# TRX Suspension Training Equipment - Achieve Your Potential



## Escapefitness (Sep 14, 2010)

TRX Suspension Training provides the ultimate total body workout and is renowned for its success all over the world.

A favourite with numerous superstars plus voted Best Total Body Tool by Men's Health magazine, the TRX Suspension Trainer Professional enables you to execute many exercises anywhere - at home, the gym or even in the park - just find a sturdy support.

[TRX Suspension Training builds bigger muscle and core strength, joint stability, mobility and allows above 300 upper and lower body workouts progressing your fitness level by the day. This exceptionally versatile piece of equipment harnesses your body weight to generate resistance and that is all you require - solely your body and a TRX.

Originally developed as a military training choice (Navy Seals) and subsequently launched as a creative working out tool for skilled Personal and Athletic Trainers, the TRX Suspension Trainer offers greater functionality and usefulness than bulky, costly machines.

The benefits of using TRX Suspension Training Equipment are endless:

- Complete total body workout

- Execute hundreds of different training practises

- Use it at home, outdoors, at the gym - anyplace you desire it is enormously portable!

- Build strength, flexibility, core stability and metabolic conditioning

- Ideal for all different fitness levels and goals

Escape Fitness, industry leader in functional fitness are a UK official distributor of TRX Suspension Training. We offer a great number of TRX Professional Bundles, Anchoring Solutions and Accessories available, the handy guide below will give you additional details on the products available:

TRX Bundles offer a range of products in one package, at a cheaper rate. Here you can find your favourite products combined with special TRX accessories, including an exclusive DVD to help you perform your best when working out with a TRX Suspension Trainer.

Bundles include:

TRX Suspension Training Professional along with workout card and DVD set. Maximise your time and training with TRX Suspension Trainer Professional. It stores in a small bag and sets up in under a minute.

TRX Suspension Trainer with Door Anchor, safety placard and DVD. Allowing heightened versatility and functionality than any large expensive machines, the TRX Suspension Trainer can definitely be implemented into home training to help you build superior muscle strength, core strength, stability and mobility.

TRX Military Force Package with DVD & Guide. Combine this comprehensive package with an extensive 12-week workout and you too can train like the fighting forces.

TRX Anchoring systems vary from portable designs to fixed designs - so read on to find out which TRX Anchor will work best for you.

Anchors include:

TRX Door Anchor - all you need to find is any wooden or metal door and perform a full TRX body workout. Our handy anchor package also contains a safety notice to advise others behind the door that there is 'Workout in Progress'.

X-Mount is the perfect anchoring choice for your TRX if you are wanting to commit to a recurring training space.
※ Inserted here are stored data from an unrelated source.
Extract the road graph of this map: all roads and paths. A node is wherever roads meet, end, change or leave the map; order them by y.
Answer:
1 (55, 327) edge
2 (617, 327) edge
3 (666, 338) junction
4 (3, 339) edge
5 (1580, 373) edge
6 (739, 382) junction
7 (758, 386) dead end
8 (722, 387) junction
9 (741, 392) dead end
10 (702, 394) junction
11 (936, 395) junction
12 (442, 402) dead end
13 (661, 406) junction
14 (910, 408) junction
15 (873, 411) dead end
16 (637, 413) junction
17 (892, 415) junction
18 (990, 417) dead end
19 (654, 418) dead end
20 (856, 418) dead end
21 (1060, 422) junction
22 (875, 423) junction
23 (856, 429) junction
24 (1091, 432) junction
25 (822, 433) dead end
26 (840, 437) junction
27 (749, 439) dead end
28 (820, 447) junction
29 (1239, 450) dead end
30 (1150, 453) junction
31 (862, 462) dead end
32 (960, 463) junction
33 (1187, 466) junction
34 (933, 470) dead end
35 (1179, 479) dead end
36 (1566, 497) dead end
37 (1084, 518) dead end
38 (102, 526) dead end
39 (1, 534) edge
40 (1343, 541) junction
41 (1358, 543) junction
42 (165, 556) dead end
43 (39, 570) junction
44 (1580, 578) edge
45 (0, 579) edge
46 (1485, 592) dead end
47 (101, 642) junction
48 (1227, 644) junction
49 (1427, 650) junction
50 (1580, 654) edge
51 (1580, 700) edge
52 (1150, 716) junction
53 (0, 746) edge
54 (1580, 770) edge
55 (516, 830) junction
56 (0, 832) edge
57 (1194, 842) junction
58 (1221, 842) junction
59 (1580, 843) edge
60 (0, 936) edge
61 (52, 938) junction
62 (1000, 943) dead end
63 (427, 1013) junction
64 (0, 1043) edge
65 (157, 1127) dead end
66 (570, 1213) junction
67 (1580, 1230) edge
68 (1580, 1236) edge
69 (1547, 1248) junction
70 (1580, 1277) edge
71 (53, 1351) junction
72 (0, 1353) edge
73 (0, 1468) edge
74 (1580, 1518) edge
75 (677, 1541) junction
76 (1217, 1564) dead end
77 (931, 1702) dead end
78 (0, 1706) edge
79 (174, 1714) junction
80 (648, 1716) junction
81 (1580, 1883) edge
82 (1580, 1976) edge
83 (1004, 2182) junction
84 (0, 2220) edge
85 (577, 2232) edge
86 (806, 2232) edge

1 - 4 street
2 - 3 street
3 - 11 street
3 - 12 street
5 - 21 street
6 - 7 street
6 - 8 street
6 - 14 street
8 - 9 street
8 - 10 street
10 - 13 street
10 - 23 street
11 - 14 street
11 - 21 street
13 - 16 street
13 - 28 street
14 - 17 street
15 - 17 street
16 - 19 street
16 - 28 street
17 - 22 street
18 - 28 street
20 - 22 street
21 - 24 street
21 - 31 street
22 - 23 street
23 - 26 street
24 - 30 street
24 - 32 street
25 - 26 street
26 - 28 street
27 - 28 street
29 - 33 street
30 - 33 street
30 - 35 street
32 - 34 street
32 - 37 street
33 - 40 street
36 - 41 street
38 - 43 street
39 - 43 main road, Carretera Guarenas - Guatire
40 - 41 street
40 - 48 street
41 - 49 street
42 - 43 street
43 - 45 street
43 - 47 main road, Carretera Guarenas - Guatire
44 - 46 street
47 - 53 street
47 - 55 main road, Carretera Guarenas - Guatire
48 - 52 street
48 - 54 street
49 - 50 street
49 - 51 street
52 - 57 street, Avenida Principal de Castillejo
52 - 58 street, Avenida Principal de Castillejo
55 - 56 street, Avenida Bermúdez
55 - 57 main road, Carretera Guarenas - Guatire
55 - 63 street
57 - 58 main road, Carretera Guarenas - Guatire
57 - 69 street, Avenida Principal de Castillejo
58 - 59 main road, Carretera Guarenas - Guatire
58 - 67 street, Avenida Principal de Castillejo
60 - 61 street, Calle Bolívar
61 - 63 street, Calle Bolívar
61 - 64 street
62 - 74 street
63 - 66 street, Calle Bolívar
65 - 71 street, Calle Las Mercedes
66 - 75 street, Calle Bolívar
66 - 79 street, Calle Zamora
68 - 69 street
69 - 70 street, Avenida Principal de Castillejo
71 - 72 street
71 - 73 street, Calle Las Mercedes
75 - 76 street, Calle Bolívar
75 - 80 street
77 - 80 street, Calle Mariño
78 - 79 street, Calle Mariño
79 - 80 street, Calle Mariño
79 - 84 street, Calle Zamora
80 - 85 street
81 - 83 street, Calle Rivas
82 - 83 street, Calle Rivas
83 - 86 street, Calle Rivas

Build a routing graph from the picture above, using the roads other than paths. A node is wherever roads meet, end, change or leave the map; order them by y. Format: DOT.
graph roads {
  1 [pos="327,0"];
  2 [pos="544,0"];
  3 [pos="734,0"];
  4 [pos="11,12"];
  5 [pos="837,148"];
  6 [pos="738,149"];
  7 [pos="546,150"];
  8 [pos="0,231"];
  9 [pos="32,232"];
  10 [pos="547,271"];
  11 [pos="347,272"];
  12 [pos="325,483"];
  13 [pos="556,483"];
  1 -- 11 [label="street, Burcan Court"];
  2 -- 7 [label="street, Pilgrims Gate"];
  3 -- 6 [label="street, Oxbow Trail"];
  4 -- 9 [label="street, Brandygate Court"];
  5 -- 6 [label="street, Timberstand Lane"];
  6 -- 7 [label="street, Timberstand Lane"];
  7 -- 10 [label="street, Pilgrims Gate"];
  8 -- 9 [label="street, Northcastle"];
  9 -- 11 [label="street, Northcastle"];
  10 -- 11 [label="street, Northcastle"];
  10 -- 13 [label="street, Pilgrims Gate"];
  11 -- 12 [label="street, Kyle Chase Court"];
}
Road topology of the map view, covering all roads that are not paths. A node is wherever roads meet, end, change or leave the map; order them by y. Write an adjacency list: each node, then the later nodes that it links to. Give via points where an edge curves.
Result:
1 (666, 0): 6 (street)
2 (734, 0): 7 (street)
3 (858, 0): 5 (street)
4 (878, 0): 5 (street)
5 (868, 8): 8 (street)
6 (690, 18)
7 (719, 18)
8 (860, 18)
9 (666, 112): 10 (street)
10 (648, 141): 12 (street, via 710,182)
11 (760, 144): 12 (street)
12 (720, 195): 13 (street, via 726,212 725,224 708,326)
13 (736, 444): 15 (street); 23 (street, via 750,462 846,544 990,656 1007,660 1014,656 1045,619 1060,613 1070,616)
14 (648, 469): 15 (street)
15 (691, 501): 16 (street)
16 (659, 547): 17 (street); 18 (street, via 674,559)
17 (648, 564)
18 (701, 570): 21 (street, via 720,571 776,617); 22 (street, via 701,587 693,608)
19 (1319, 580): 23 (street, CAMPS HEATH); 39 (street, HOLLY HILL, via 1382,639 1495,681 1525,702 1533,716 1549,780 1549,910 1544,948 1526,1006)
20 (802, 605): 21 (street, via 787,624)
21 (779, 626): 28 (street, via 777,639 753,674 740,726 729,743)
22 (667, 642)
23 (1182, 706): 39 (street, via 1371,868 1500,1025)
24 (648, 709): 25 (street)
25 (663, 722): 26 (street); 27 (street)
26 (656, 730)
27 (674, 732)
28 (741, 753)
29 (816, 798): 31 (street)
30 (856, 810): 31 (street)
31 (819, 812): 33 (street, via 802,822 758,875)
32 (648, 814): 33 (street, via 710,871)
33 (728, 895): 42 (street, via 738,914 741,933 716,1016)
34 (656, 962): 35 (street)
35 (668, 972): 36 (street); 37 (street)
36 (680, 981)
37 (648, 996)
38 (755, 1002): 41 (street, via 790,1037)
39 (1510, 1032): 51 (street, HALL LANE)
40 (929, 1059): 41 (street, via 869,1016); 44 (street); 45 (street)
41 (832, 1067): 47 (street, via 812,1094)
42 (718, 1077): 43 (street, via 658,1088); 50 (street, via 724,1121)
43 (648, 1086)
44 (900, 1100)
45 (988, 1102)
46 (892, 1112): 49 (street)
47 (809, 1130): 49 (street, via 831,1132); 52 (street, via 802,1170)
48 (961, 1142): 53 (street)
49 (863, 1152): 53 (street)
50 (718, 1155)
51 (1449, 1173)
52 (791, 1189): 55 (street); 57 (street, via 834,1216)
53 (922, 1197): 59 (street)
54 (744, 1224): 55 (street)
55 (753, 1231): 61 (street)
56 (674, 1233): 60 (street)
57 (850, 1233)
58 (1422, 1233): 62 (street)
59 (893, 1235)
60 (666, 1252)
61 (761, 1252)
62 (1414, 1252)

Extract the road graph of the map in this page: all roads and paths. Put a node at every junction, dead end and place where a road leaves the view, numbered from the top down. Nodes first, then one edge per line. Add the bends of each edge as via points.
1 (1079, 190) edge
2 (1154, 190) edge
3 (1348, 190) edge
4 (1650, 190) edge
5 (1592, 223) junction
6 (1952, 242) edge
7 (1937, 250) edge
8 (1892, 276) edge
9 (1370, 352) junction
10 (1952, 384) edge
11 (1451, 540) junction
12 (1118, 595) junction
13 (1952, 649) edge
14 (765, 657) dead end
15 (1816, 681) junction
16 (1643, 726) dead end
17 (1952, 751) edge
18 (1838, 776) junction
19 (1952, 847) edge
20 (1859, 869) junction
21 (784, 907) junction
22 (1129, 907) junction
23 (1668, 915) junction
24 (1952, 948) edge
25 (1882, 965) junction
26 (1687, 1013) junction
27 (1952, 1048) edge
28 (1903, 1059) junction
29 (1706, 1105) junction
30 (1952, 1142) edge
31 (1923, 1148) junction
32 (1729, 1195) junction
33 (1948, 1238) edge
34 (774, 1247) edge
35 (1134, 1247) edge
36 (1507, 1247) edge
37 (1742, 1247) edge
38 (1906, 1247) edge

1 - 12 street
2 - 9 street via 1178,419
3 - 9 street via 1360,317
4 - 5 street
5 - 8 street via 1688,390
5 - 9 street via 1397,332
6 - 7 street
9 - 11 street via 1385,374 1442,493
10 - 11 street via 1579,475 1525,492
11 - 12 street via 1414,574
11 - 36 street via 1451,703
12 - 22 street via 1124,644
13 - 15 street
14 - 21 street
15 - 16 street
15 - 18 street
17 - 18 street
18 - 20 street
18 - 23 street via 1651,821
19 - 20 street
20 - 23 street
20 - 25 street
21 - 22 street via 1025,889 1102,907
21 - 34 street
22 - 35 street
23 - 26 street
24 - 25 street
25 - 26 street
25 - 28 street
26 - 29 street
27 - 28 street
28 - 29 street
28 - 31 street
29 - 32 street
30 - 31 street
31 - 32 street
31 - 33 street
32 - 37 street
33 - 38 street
S-Frame Package enables a number of clients to train at any one time. We have a number of different sizes available - 5ft, 10ft, 15ft and 20ft.

Accessories overview:

Find the ideal accessory to go alongside your TRX Suspension Trainer. Wear it with pride - we even have a small selection of TRX clothing so you can confirm your support for TRX.

Accessories include the TRX T-Shirt made from 50/50 Poly Cotton blend and is particularly comfortable.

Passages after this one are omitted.